◆ Task prompt:
Select, from the material below, each line with "السريع" in it.

Task material START

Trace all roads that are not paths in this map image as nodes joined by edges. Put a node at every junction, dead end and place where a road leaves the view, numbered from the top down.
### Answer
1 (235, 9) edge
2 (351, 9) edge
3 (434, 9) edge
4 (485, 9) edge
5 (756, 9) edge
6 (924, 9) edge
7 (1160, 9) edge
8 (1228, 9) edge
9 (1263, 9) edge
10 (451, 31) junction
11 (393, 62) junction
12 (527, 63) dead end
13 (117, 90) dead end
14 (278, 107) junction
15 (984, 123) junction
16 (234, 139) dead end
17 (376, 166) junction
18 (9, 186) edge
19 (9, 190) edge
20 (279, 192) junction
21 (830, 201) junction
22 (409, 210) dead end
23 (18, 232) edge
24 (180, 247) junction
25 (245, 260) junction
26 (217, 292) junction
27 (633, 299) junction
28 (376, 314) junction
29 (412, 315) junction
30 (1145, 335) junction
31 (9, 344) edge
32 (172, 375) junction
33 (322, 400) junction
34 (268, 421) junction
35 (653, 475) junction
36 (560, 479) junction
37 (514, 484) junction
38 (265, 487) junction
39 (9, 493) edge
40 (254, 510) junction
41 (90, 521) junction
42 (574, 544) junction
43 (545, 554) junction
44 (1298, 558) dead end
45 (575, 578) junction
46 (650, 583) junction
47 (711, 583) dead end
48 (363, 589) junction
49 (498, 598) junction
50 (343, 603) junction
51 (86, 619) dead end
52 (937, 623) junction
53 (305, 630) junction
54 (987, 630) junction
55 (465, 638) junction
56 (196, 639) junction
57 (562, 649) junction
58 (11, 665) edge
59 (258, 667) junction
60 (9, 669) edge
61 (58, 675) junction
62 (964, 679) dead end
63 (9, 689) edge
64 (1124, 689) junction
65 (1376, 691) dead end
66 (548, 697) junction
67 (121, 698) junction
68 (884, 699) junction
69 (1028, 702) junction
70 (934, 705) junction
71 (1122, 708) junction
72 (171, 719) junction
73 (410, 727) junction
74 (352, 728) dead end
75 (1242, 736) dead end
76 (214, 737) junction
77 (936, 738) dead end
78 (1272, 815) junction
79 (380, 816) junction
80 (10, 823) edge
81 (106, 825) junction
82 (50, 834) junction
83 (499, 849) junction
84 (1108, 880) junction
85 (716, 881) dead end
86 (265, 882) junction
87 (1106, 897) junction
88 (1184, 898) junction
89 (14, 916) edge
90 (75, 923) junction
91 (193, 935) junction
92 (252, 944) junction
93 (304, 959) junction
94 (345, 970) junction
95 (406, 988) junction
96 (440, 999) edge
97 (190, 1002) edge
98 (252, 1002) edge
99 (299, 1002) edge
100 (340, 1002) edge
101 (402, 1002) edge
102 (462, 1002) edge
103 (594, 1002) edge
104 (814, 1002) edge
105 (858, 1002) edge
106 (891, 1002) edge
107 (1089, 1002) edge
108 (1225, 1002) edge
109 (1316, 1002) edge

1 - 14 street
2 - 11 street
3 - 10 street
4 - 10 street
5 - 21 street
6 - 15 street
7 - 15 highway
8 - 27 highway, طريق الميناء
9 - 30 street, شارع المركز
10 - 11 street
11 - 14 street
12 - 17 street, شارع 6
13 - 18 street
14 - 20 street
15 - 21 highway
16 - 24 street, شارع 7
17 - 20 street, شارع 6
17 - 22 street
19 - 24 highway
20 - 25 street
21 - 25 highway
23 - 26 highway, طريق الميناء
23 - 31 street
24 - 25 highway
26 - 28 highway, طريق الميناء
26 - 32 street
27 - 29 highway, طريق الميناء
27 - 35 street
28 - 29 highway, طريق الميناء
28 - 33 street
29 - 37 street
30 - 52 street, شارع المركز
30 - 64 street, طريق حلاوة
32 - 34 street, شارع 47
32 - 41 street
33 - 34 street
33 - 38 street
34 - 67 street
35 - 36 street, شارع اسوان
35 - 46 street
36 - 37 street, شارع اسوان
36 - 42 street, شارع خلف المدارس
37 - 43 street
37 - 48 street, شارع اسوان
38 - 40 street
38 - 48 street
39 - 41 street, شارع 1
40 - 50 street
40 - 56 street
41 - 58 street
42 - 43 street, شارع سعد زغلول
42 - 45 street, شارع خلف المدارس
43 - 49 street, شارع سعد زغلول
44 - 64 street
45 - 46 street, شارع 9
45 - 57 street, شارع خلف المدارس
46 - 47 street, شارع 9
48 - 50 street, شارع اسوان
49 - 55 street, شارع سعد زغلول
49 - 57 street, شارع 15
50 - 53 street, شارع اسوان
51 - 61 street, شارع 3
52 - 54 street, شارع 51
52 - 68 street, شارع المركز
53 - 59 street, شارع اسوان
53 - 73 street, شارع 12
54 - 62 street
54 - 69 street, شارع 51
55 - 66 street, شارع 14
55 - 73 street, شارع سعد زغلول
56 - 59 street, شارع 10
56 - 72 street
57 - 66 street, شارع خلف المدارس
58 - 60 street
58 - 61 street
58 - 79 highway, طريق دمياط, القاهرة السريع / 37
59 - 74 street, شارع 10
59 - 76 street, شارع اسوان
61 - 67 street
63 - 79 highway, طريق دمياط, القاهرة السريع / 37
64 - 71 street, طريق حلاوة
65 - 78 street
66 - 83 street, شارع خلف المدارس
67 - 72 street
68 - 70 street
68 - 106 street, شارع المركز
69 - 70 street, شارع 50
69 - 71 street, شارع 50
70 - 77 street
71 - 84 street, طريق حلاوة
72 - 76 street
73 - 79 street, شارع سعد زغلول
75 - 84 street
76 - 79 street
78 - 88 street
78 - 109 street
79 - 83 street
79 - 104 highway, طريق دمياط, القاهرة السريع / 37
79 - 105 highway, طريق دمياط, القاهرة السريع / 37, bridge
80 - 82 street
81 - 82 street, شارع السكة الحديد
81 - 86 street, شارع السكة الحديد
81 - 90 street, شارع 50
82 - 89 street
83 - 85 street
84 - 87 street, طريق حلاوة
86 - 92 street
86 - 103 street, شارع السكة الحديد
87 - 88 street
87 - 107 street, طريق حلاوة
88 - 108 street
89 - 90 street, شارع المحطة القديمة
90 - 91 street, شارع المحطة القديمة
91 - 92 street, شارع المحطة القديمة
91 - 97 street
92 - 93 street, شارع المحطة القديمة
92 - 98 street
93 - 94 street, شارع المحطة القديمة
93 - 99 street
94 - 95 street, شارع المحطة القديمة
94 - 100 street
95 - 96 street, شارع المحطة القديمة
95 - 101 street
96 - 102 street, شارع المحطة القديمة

Task material END

◆ Answer to the exercise:
58 - 79 highway, طريق دمياط, القاهرة السريع / 37
63 - 79 highway, طريق دمياط, القاهرة السريع / 37
79 - 104 highway, طريق دمياط, القاهرة السريع / 37
79 - 105 highway, طريق دمياط, القاهرة السريع / 37, bridge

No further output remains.